Task description >> If a line in the records below contains the word "graph", return that line.

Records to use >>
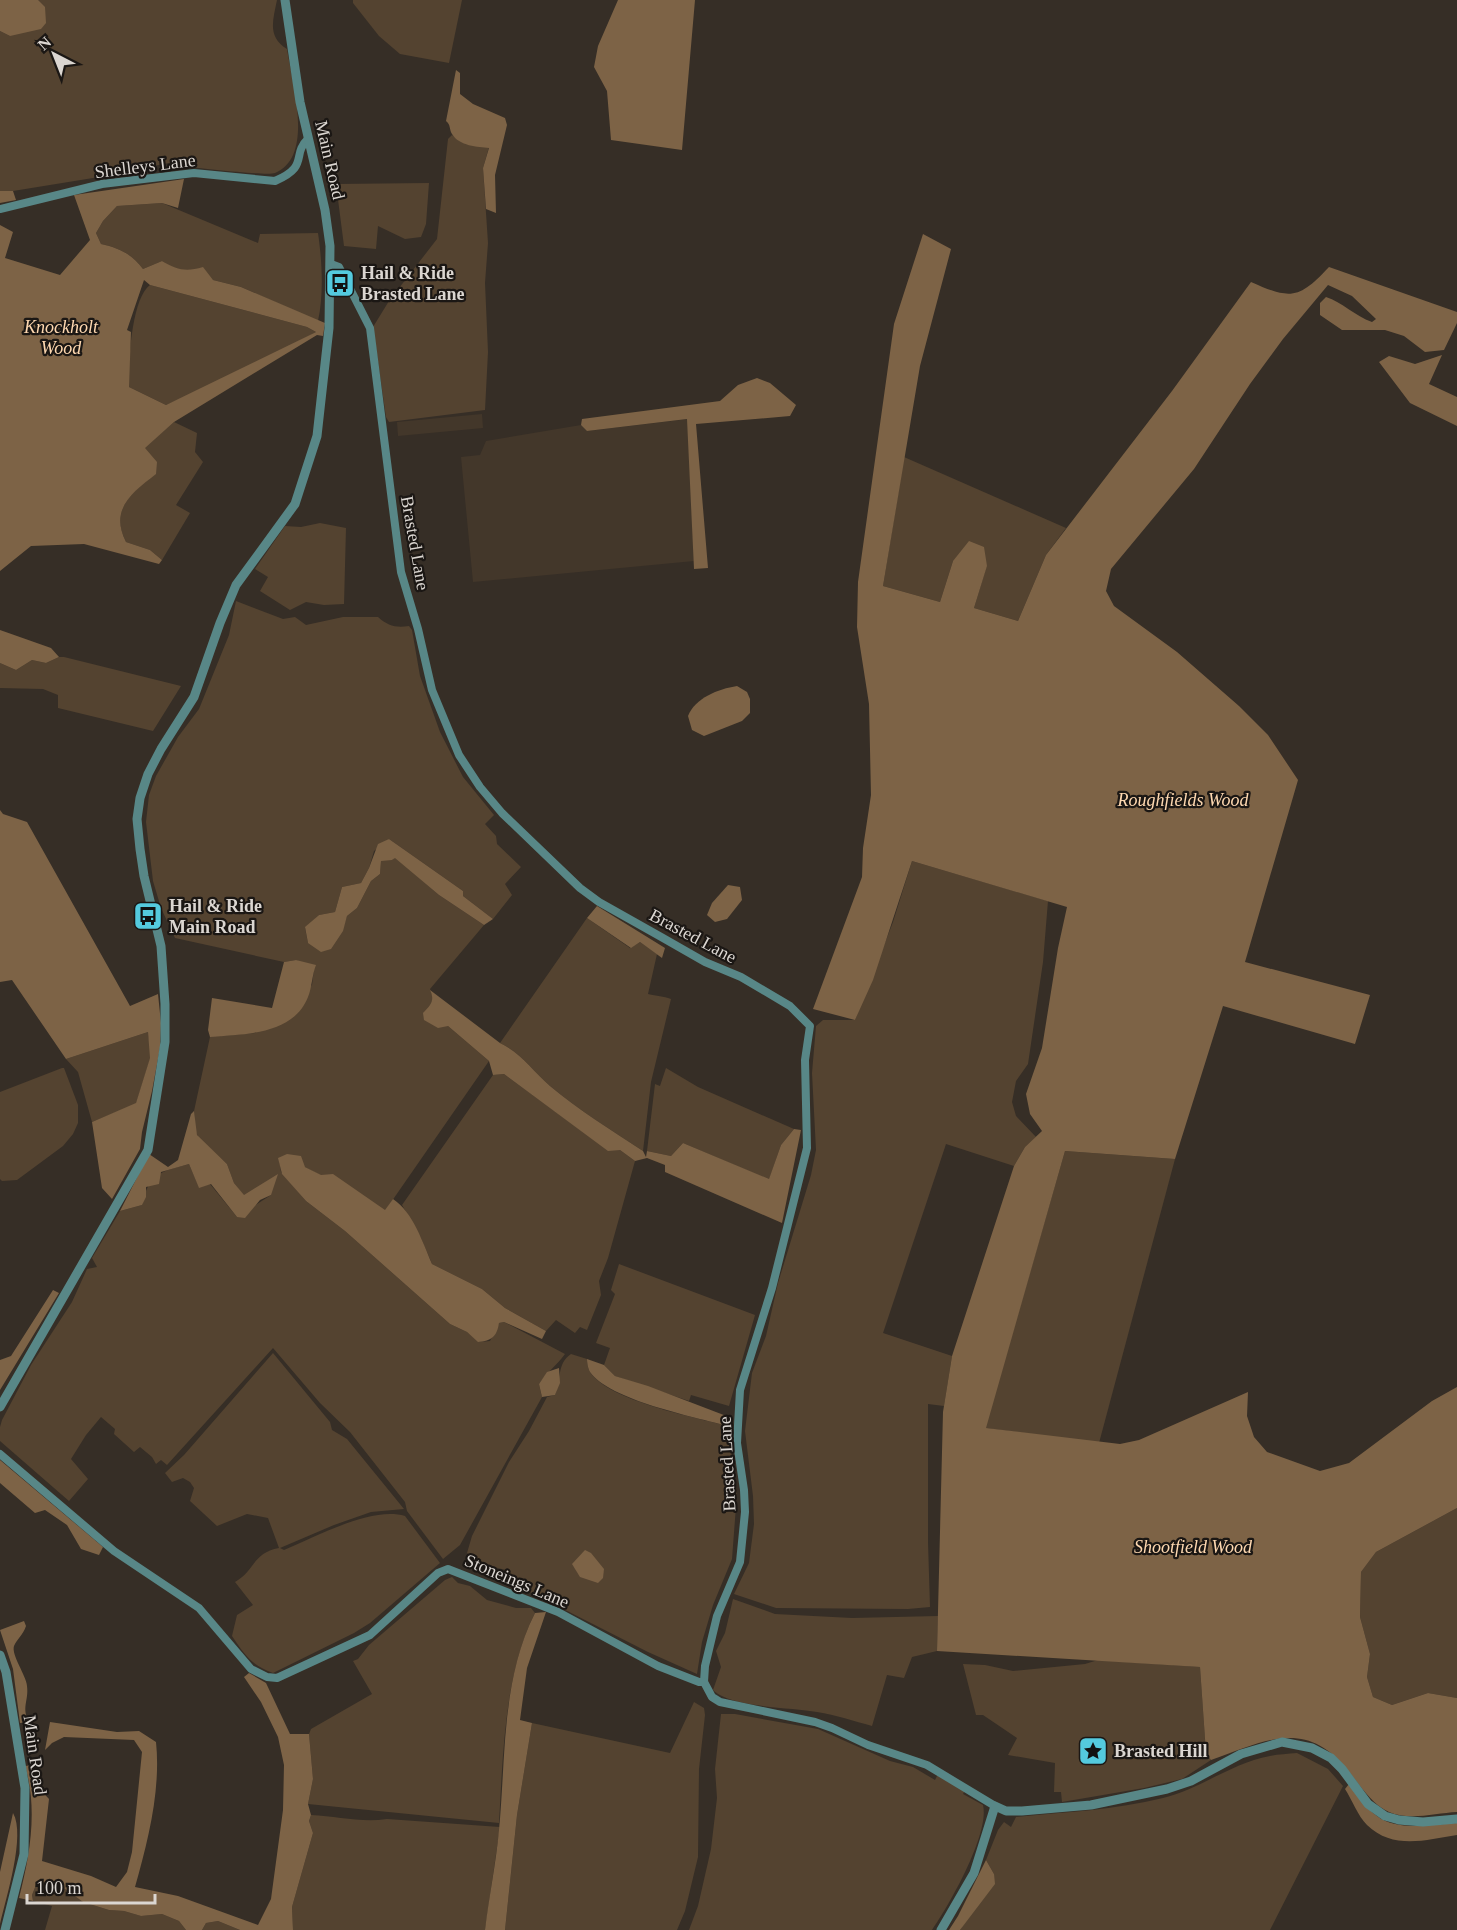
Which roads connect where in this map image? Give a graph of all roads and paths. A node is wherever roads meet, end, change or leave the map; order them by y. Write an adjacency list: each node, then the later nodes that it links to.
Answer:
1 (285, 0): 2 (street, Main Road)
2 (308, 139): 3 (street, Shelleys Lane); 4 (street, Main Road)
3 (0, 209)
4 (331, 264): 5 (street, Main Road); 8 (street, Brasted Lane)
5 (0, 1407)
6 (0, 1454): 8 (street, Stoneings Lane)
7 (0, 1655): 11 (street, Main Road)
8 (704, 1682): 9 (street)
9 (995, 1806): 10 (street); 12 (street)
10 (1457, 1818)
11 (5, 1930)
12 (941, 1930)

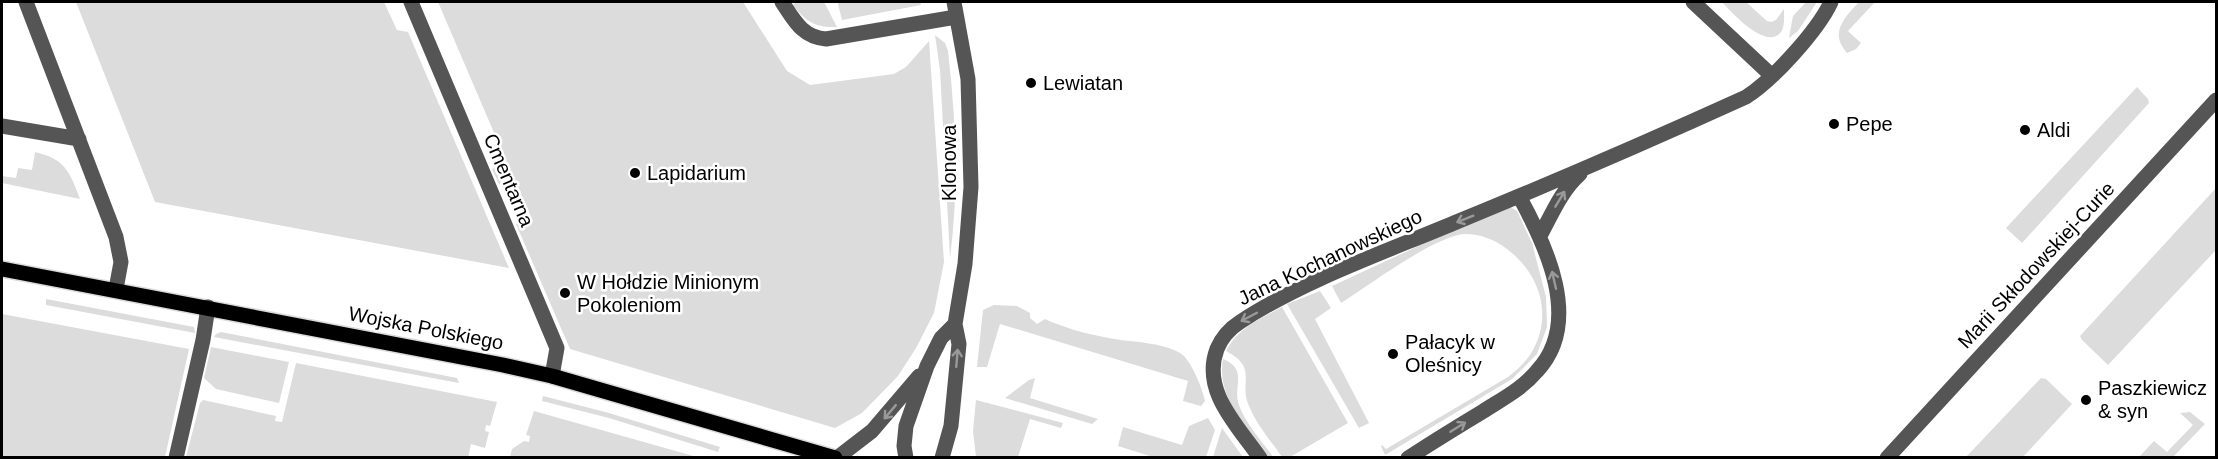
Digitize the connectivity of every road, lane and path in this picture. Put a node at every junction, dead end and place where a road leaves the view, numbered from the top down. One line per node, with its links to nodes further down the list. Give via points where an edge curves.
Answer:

---

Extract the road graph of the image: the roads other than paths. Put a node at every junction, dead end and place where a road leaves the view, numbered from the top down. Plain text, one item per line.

Response area >>
Which roads connect where in this map image? Give a graph of all roads and paths. A node is wherever roads meet, end, change or leave the map; order them by y. Write an adjacency list: each node, then the later nodes that it links to.
Extract the road graph of the image: the roads other than paths. Put a node at every junction, dead end and place where a road leaves the view, numbered from the top down. Plain text, one item per line.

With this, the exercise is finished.